WHAT THE TASK REQUIRES: Would you please output the lines from the one holding "Extract the road" to the end of the entries, exactly and with no others?

DATA IN THIS EXERCISE:
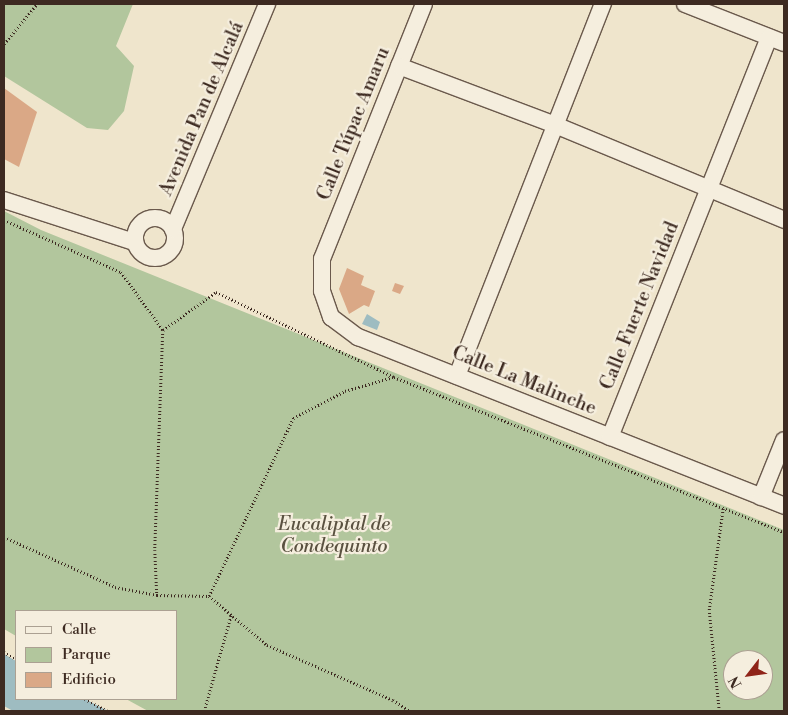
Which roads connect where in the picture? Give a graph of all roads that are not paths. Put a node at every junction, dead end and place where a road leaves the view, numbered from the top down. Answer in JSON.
{"nodes":[{"id":1,"x":267,"y":4,"type":"edge"},
{"id":2,"x":424,"y":4,"type":"edge"},
{"id":3,"x":603,"y":4,"type":"edge"},
{"id":4,"x":685,"y":4,"type":"edge"},
{"id":5,"x":777,"y":40,"type":"edge"},
{"id":6,"x":399,"y":66,"type":"junction"},
{"id":7,"x":555,"y":125,"type":"junction"},
{"id":8,"x":708,"y":189,"type":"junction"},
{"id":9,"x":4,"y":200,"type":"edge"},
{"id":10,"x":784,"y":220,"type":"edge"},
{"id":11,"x":173,"y":229,"type":"junction"},
{"id":12,"x":134,"y":242,"type":"junction"},
{"id":13,"x":322,"y":259,"type":"joint"},
{"id":14,"x":457,"y":376,"type":"junction"},
{"id":15,"x":610,"y":437,"type":"junction"},
{"id":16,"x":784,"y":440,"type":"edge"},
{"id":17,"x":762,"y":497,"type":"junction"},
{"id":18,"x":784,"y":506,"type":"edge"}],
"edges":[{"from":1,"to":11,"type":"street","name":"Avenida Pan de Alcalá"},
{"from":2,"to":6,"type":"street","name":"Calle Túpac Amaru"},
{"from":3,"to":7,"type":"street"},
{"from":4,"to":5,"type":"street"},
{"from":5,"to":8,"type":"street","name":"Calle Fuerte Navidad"},
{"from":6,"to":7,"type":"street"},
{"from":6,"to":13,"type":"street","name":"Calle Túpac Amaru"},
{"from":7,"to":8,"type":"street"},
{"from":7,"to":14,"type":"street"},
{"from":8,"to":10,"type":"street"},
{"from":8,"to":15,"type":"street","name":"Calle Fuerte Navidad"},
{"from":9,"to":12,"type":"street"},
{"from":11,"to":12,"type":"street"},
{"from":11,"to":12,"type":"street"},
{"from":13,"to":14,"type":"street","name":"Calle La Malinche"},
{"from":14,"to":15,"type":"street","name":"Calle La Malinche"},
{"from":15,"to":17,"type":"street","name":"Calle La Malinche"},
{"from":16,"to":17,"type":"street"},
{"from":17,"to":18,"type":"street","name":"Calle La Malinche"}]}
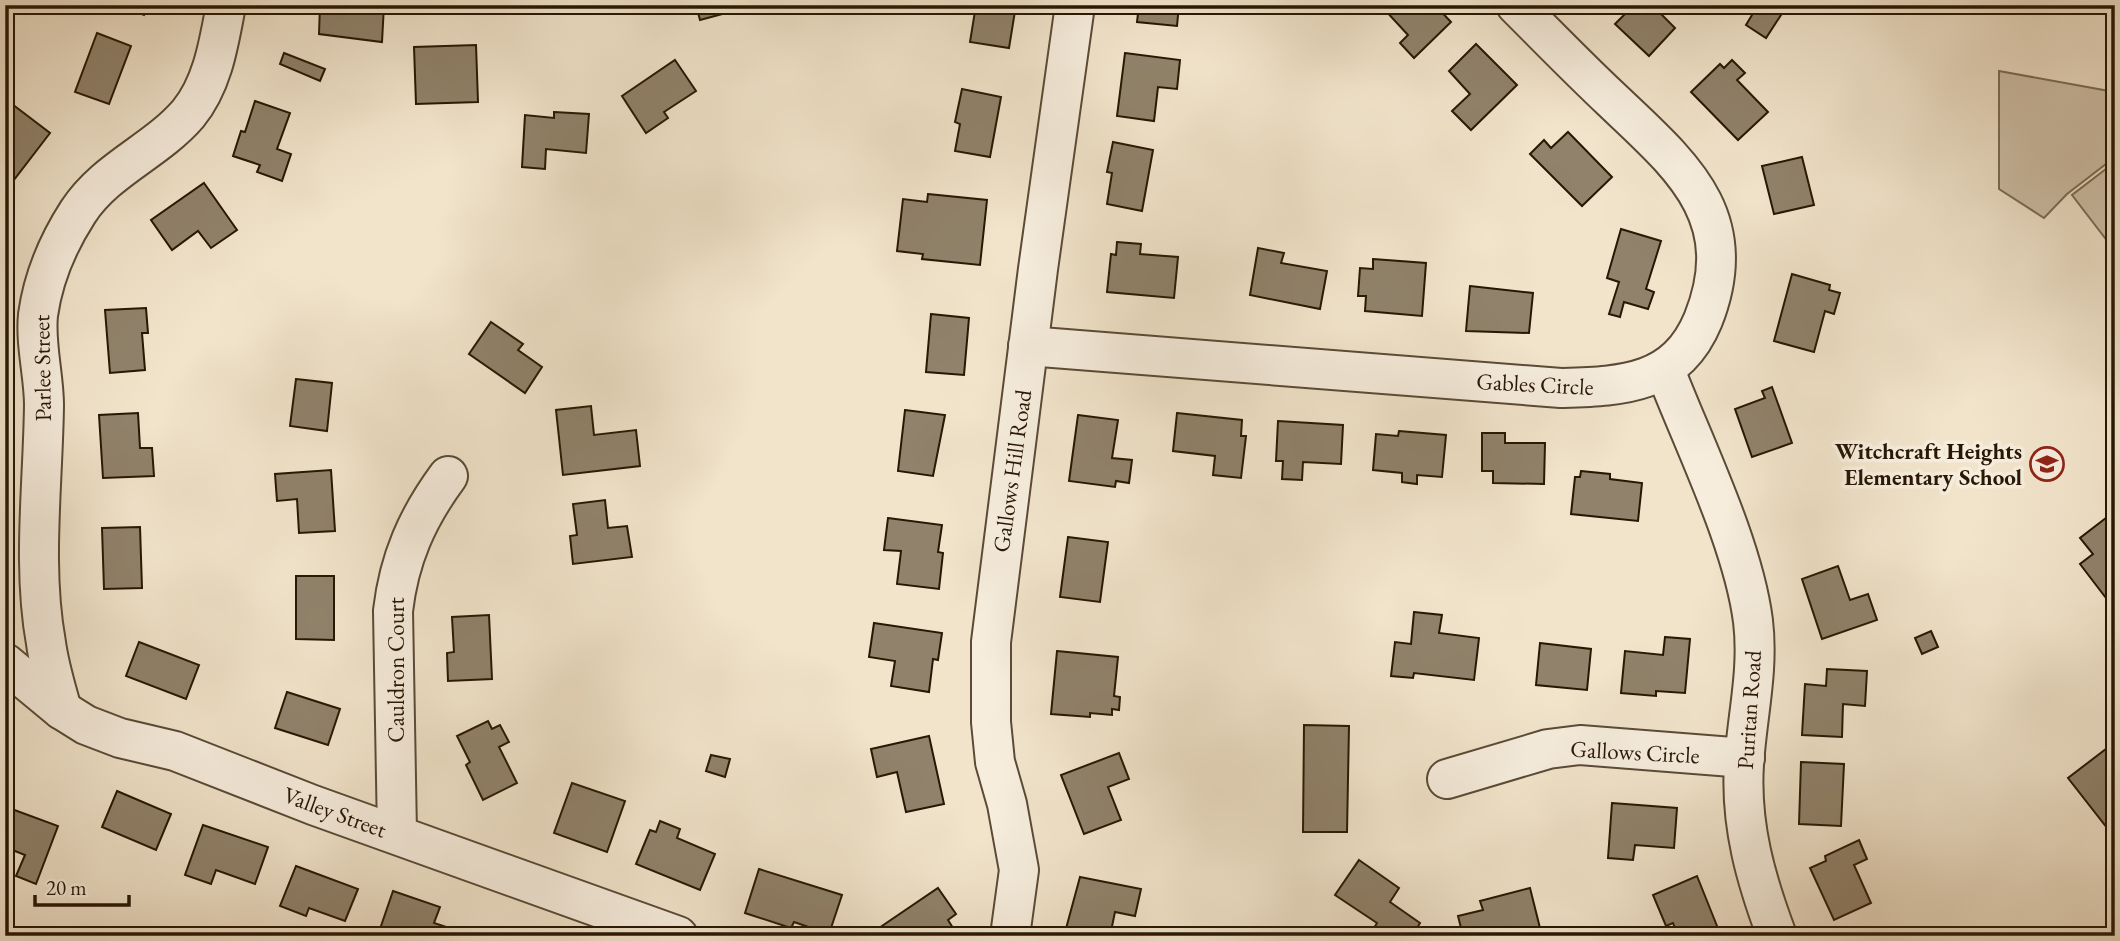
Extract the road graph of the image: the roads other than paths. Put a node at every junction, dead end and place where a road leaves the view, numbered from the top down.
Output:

SOLUTION TO THE EXERCISE:
Extract the road graph of the image: the roads other than paths. Put a node at every junction, dead end and place where a road leaves the view, numbered from the top down.
Output:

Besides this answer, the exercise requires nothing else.